Postal’s own work at the Center for Choice is inextricable from that legacy now, too. Recently, she told me a story about bumping into a woman who had sought the clinic’s care years ago and still recognized her: “She told me she felt like all she was doing was trying to process other people’s shit, and the first time that she felt like she could think was when she came to the clinic. Like, we gave her the space to breathe and only focus on what she needed to—being a parent, or not being a parent.”
“That’s the thing,” Postal continued. “We touch so many people’s lives in different ways that we don’t even know what’s out there. And most of it, you only run into later.”
In 2014, the lot that had housed the second location of the Center for Choice was purchased at auction for $61,000 by a formidable coalition of anti-abortion organizations, including the Catholic Diocese of Toledo, after an “appeal to God.” The group announced plans to bulldoze the clinic and transform the leveled land into a “memorial park for the unborn.” Today, it’s an empty patch of pavement, faded and marred by decay; one would have little trouble imagining it soon overgrown with buckhorn and other wayward vines. No such park has been erected, apart from a solitary stone placard with a bible passage: “The oil of joy instead of mourning, and a garmet [sic] of praise instead of a spirit of dispair [sic].”

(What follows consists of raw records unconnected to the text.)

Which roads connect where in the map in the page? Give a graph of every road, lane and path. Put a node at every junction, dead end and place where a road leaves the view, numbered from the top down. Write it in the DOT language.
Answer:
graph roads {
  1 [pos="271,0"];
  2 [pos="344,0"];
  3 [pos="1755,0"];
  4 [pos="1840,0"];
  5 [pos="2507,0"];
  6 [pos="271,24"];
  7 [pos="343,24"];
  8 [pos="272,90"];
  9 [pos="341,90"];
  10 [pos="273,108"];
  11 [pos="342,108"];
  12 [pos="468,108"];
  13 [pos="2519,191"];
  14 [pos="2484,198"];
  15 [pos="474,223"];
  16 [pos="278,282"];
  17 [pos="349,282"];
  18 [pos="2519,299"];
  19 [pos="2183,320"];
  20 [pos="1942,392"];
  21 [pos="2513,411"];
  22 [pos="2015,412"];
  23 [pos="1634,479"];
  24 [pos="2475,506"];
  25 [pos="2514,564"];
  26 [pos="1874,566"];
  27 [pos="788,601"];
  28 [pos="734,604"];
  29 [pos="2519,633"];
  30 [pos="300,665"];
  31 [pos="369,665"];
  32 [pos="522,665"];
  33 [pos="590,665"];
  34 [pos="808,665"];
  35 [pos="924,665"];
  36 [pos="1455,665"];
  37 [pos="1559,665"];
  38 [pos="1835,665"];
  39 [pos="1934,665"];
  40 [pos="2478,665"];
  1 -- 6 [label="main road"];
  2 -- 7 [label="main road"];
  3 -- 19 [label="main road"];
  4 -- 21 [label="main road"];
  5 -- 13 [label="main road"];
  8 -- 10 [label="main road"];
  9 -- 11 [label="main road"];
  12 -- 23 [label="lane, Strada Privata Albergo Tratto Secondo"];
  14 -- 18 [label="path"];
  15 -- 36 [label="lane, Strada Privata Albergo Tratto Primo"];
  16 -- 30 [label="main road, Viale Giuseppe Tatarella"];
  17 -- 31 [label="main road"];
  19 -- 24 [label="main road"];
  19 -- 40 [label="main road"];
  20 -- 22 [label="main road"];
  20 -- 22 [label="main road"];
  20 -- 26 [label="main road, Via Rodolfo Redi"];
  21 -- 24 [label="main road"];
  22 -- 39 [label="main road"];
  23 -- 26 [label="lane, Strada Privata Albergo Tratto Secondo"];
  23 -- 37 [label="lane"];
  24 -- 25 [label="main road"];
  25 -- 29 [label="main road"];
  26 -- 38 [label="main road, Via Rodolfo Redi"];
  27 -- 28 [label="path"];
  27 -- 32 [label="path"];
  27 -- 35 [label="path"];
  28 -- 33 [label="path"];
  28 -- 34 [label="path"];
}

Just over a mile away from the property, at a park near her home, hundreds gathered last September for a remembrance of life—to share stories about the matter-of-fact observances Carol had a proclivity for, the discernible flecking of mischief in her eyes, and the passion she passed onto anyone willing to accept it. I didn’t attend the celebration thrown in Carol’s memory. I’d already moved back to New York, but I could’ve been there. Some goodbyes remain too overwhelming.

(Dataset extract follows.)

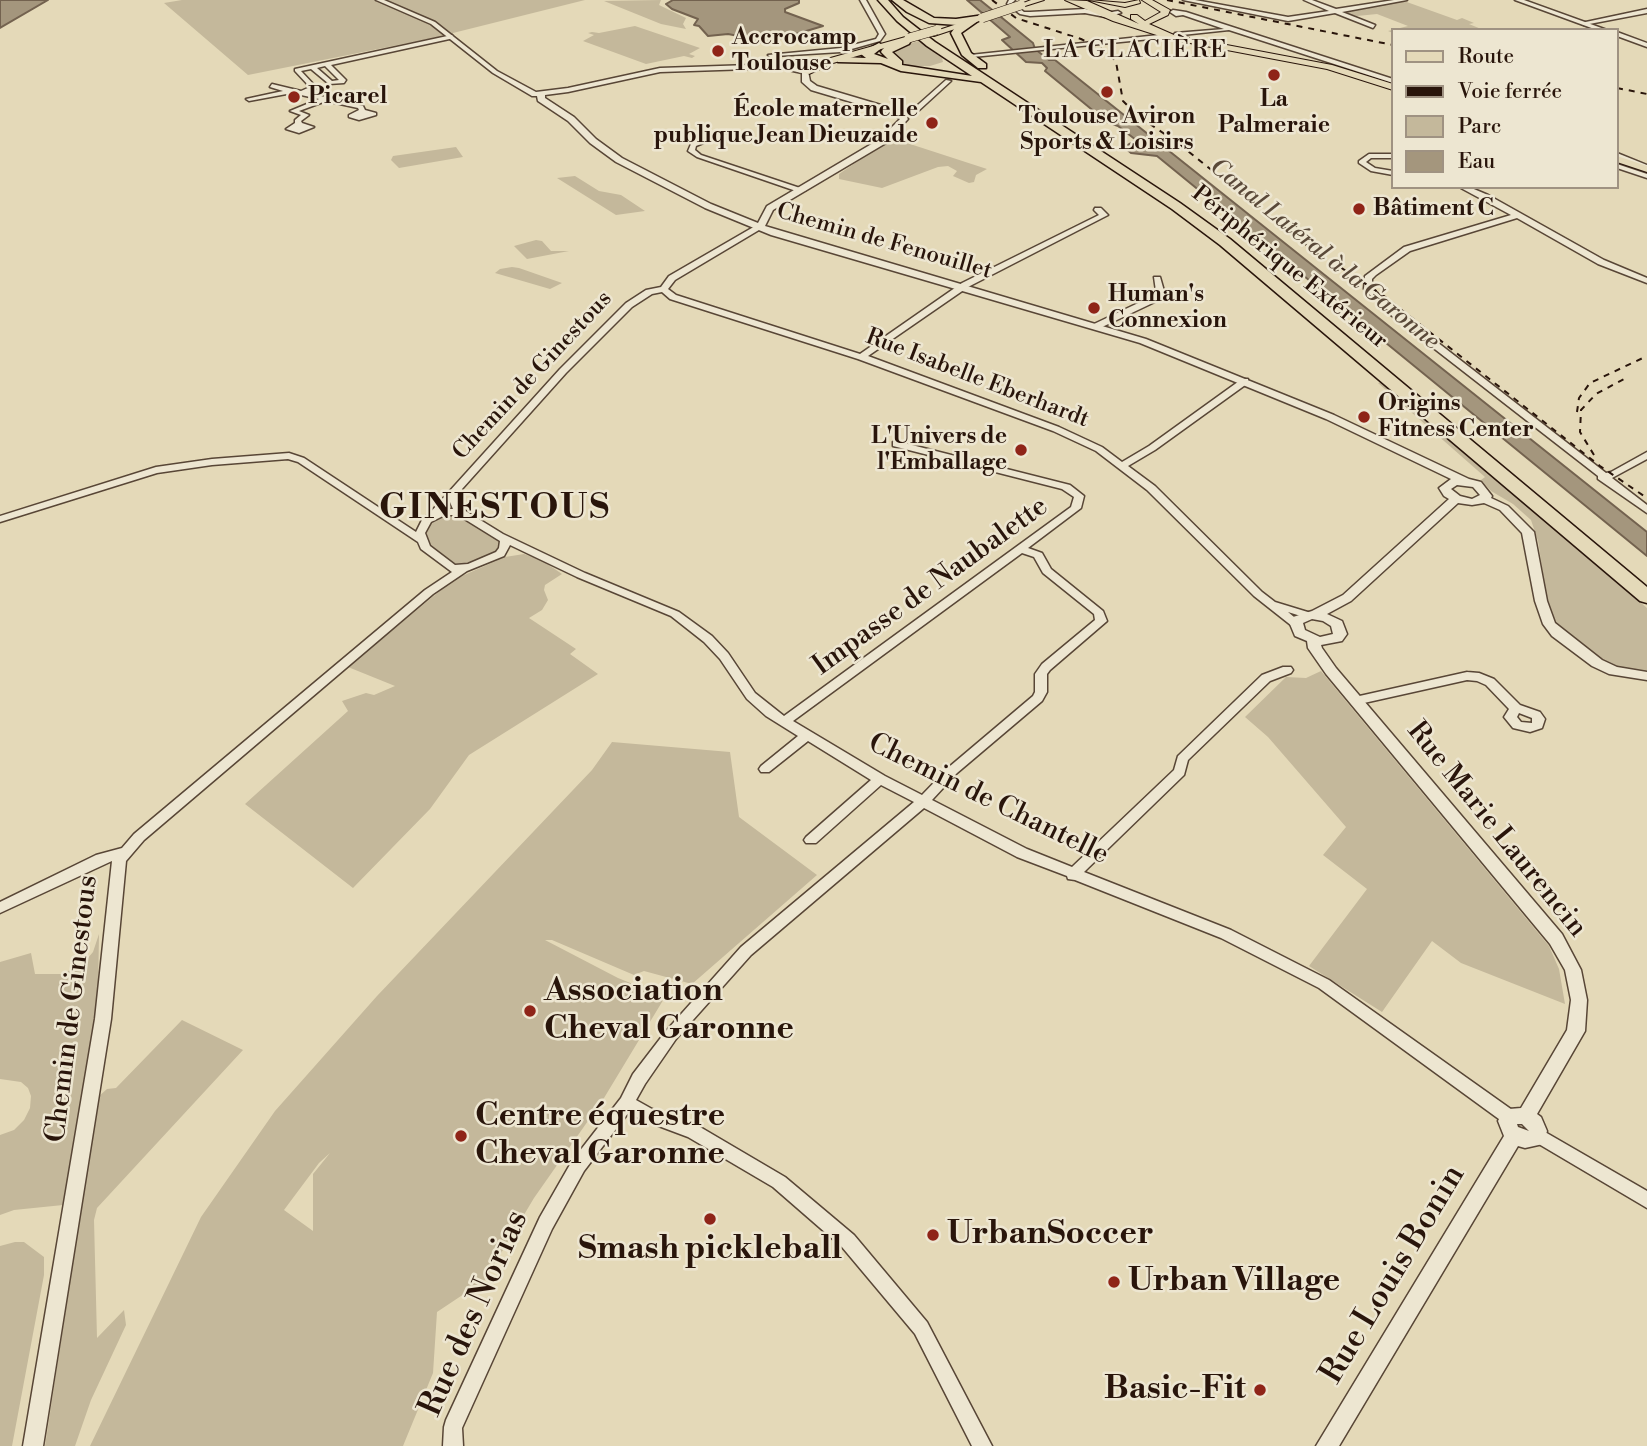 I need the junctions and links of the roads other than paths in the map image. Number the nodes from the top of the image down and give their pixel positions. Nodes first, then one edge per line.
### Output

There were hundreds—perhaps even thousands—of Carol Dunns in the United States, offering a certain care that has become deliberately, cruelly inaccessible. As more clinics meet a fate similar to the Center for Choice and unfathomable risks are taken every day to avoid forced birth, will we remember the providers and the communities they built? How will we preserve the legacy of those who chose to honor life each time they empowered people to decide for themselves?